Records from a data source:
* * * *

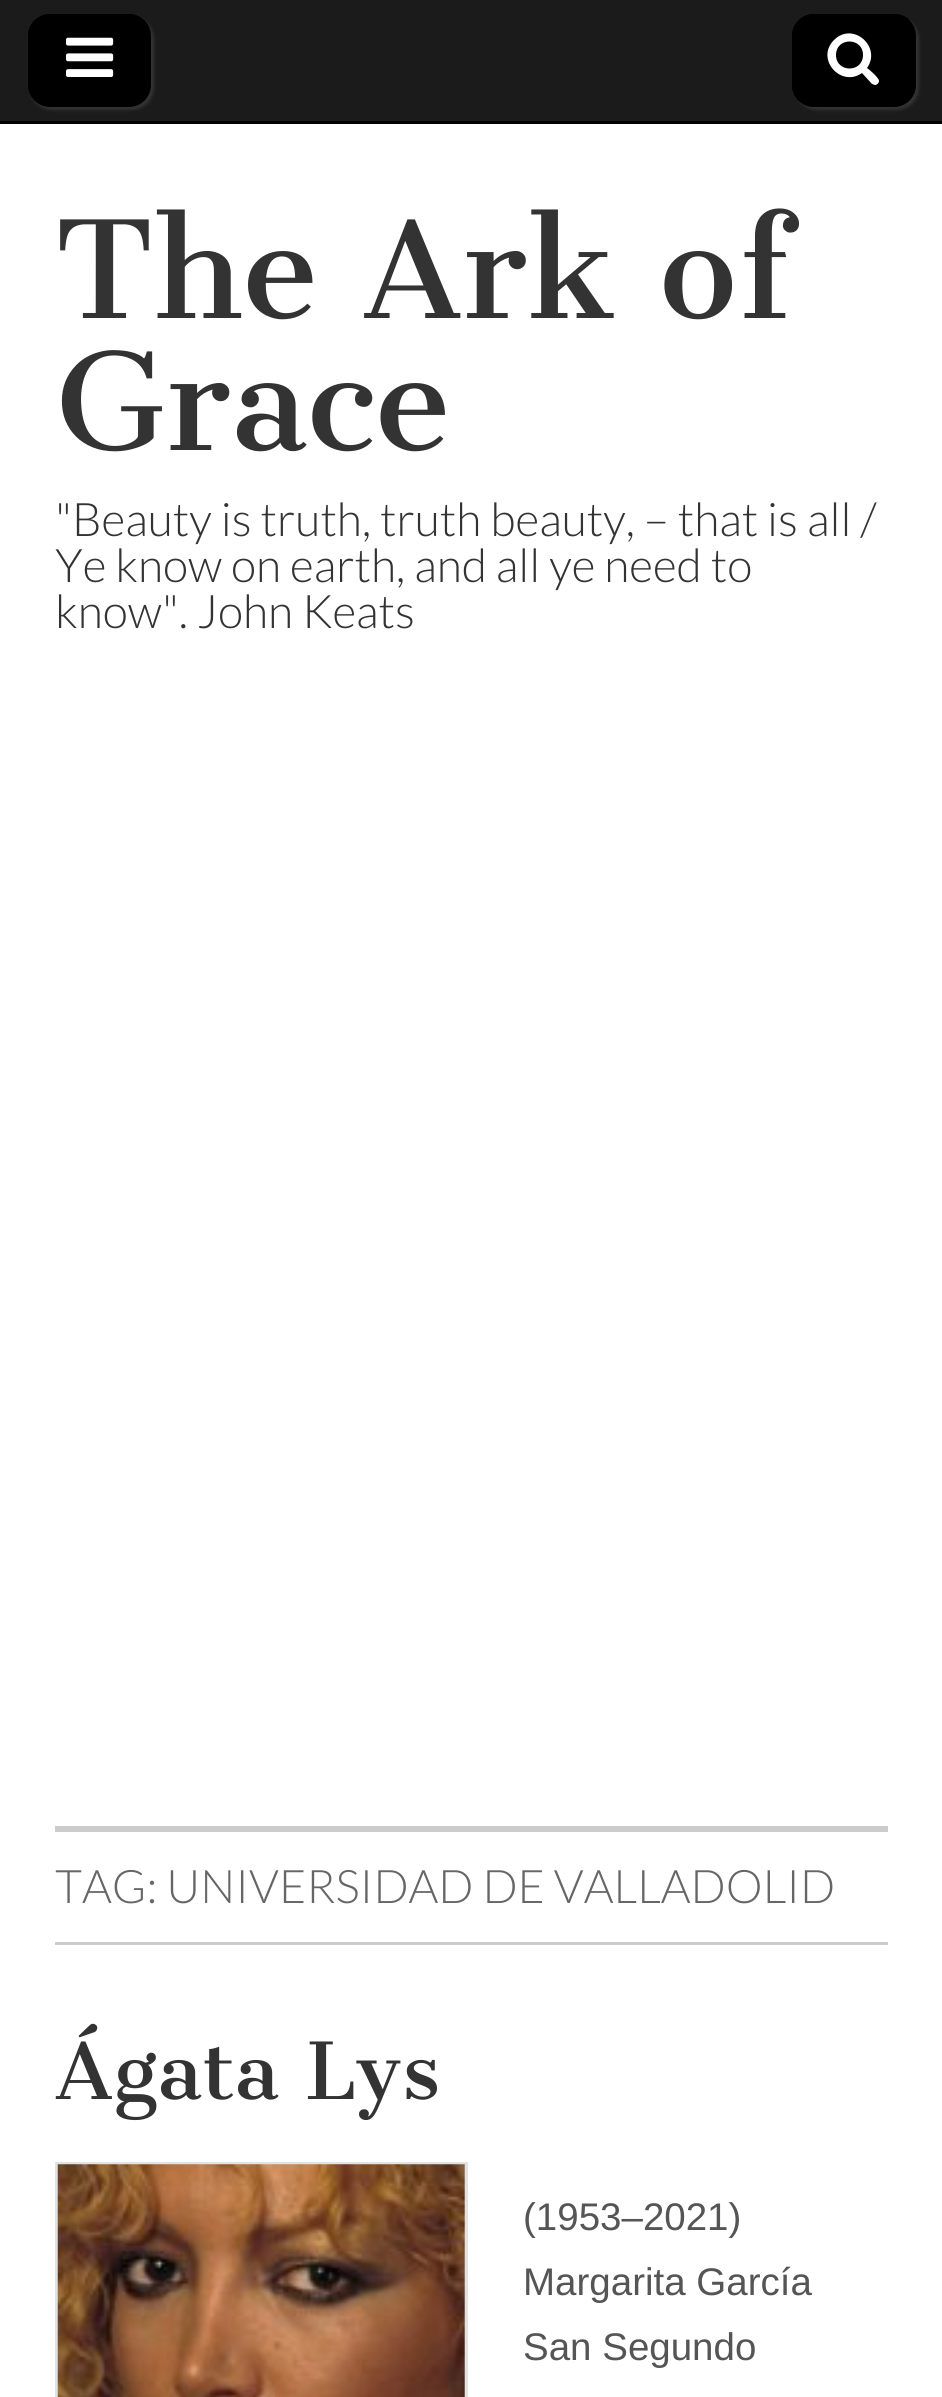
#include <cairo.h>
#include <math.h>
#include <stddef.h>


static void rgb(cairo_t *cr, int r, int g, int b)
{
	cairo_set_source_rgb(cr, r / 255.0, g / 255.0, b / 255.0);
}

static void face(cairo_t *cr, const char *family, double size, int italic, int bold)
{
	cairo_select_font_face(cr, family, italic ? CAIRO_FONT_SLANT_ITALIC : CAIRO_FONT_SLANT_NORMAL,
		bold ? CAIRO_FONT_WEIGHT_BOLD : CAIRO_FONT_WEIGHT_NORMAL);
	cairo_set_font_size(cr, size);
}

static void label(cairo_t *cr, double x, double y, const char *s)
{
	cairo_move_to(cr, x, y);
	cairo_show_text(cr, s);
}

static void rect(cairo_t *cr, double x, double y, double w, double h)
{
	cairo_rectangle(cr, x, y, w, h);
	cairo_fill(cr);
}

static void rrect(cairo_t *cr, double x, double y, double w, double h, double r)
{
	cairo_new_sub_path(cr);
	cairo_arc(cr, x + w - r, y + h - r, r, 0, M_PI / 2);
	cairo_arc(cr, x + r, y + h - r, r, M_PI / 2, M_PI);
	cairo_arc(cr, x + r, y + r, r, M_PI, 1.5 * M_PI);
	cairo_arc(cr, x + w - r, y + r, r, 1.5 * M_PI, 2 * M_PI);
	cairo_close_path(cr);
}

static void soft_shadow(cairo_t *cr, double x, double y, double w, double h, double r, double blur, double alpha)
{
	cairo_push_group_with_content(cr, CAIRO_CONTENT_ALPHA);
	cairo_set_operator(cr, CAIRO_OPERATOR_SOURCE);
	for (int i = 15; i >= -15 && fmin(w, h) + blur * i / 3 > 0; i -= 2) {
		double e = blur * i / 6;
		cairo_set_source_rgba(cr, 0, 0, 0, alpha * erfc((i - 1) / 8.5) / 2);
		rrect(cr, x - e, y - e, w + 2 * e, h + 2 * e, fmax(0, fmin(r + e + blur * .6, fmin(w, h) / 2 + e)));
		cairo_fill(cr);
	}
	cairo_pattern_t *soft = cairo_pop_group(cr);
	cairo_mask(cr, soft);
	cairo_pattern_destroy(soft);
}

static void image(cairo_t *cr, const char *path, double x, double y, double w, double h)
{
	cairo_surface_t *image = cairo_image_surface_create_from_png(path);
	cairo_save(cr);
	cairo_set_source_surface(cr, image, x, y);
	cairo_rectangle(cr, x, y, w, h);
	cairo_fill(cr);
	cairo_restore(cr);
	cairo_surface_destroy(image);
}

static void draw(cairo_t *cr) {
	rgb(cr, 255, 255, 255);
	cairo_paint(cr);
	rgb(cr, 27, 27, 27);
	rect(cr, 0, 0, 942, 121);
	rgb(cr, 0, 0, 0);
	rect(cr, 0, 121, 942, 3);
	rgb(cr, 51, 51, 51);
	soft_shadow(cr, 30, 17, 124, 93, 22, 1.5, 1);
	rgb(cr, 0, 0, 0);
	rrect(cr, 28, 14, 123, 93, 22);
	cairo_fill(cr);
	cairo_new_path(cr);
	cairo_move_to(cr, 52, 16);
	cairo_line_to(cr, 132, 16);
	cairo_curve_to(cr, 136, 16, 140, 17, 143, 19);
	cairo_curve_to(cr, 139, 16, 134, 14, 129, 14);
	cairo_line_to(cr, 50, 14);
	cairo_curve_to(cr, 38, 14, 28, 24, 28, 36);
	cairo_line_to(cr, 28, 85);
	cairo_curve_to(cr, 28, 90, 30, 95, 33, 99);
	cairo_curve_to(cr, 31, 96, 30, 92, 30, 88);
	cairo_line_to(cr, 30, 38);
	cairo_curve_to(cr, 30, 26, 40, 16, 52, 16);
	cairo_close_path(cr);
	cairo_fill(cr);
	image(cr, "image0.png", 66, 37, 48, 40);
	rgb(cr, 51, 51, 51);
	soft_shadow(cr, 795, 17, 124, 93, 22, 1.5, 1);
	rgb(cr, 0, 0, 0);
	rrect(cr, 792, 14, 124, 93, 22);
	cairo_fill(cr);
	cairo_new_path(cr);
	cairo_move_to(cr, 817, 16);
	cairo_line_to(cr, 896, 16);
	cairo_curve_to(cr, 901, 16, 906, 18, 910, 20);
	cairo_curve_to(cr, 906, 16, 900, 14, 894, 14);
	cairo_line_to(cr, 814, 14);
	cairo_curve_to(cr, 802, 14, 792, 24, 792, 36);
	cairo_line_to(cr, 792, 85);
	cairo_curve_to(cr, 792, 92, 795, 98, 800, 102);
	cairo_curve_to(cr, 797, 98, 795, 93, 795, 88);
	cairo_line_to(cr, 795, 38);
	cairo_curve_to(cr, 795, 26, 805, 16, 817, 16);
	cairo_close_path(cr);
	cairo_fill(cr);
	rgb(cr, 255, 255, 255);
	cairo_new_path(cr);
	cairo_move_to(cr, 863, 55);
	cairo_curve_to(cr, 863, 73, 836, 73, 836, 55);
	cairo_curve_to(cr, 836, 37, 863, 37, 863, 55);
	cairo_close_path(cr);
	cairo_move_to(cr, 879, 81);
	cairo_curve_to(cr, 879, 78, 870, 70, 867, 68);
	cairo_curve_to(cr, 882, 47, 853, 21, 834, 40);
	cairo_curve_to(cr, 815, 59, 841, 88, 862, 73);
	cairo_line_to(cr, 872, 84);
	cairo_curve_to(cr, 873, 84, 874, 85, 875, 85);
	cairo_curve_to(cr, 877, 85, 879, 83, 879, 81);
	cairo_close_path(cr);
	cairo_fill(cr);
	face(cr, "Cantata One", 132, 0, 0);
	rgb(cr, 51, 51, 51);
	label(cr, 55, 318, "The Ark of");
	label(cr, 55, 450, "Grace");
	face(cr, "Lato Light", 46.25, 0, 0);
	label(cr, 55, 536, "\"Beauty is truth, truth beauty, – that is all /");
	label(cr, 55, 582, "Ye know on earth, and all ye need to");
	label(cr, 55, 628, "know\". John Keats");
	rgb(cr, 204, 204, 204);
	rect(cr, 55, 1826, 833, 6);
	rect(cr, 55, 1942, 833, 3);
	rgb(cr, 102, 102, 102);
	label(cr, 55, 1903, "TAG: UNIVERSIDAD DE VALLADOLID");
	face(cr, "Cantata One", 77, 0, 0);
	rgb(cr, 51, 51, 51);
	label(cr, 55, 2099, "Ágata Lys");
	cairo_rectangle(cr, 56.5, 2163.5, 410, 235);
	rgb(cr, 226, 226, 226);
	cairo_set_line_width(cr, 3);
	cairo_stroke(cr);
	image(cr, "image1.png", 57, 2164, 408, 233);
	face(cr, "Liberation Sans", 38.5, 0, 0);
	rgb(cr, 85, 85, 85);
	label(cr, 523, 2230, "(1953–2021)");
	label(cr, 523, 2295, "Margarita García");
	label(cr, 523, 2360, "San Segundo");
}

int main(void) {
	cairo_surface_t *surface = cairo_image_surface_create(CAIRO_FORMAT_RGB24, 942, 2397);
	cairo_t *cr = cairo_create(surface);
	cairo_font_options_t *options = cairo_font_options_create();
	cairo_font_options_set_hint_metrics(options, CAIRO_HINT_METRICS_OFF);
	cairo_font_options_set_hint_style(options, CAIRO_HINT_STYLE_NONE);
	cairo_set_font_options(cr, options);
	cairo_set_miter_limit(cr, 4);
	draw(cr);
	cairo_surface_write_to_png(surface, "render.png");
	cairo_font_options_destroy(options);
	cairo_destroy(cr);
	cairo_surface_destroy(surface);
	return 0;
}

* * * *

*Work request*
Return a word-for-word copy of the lines above from the one holding "static void rect(cairo_t" through the one holding "cairo_arc(cr, x + w - r, y + h", with both of them included and nothing besides.

*Exercise solution*
static void rect(cairo_t *cr, double x, double y, double w, double h)
{
	cairo_rectangle(cr, x, y, w, h);
	cairo_fill(cr);
}

static void rrect(cairo_t *cr, double x, double y, double w, double h, double r)
{
	cairo_new_sub_path(cr);
	cairo_arc(cr, x + w - r, y + h - r, r, 0, M_PI / 2);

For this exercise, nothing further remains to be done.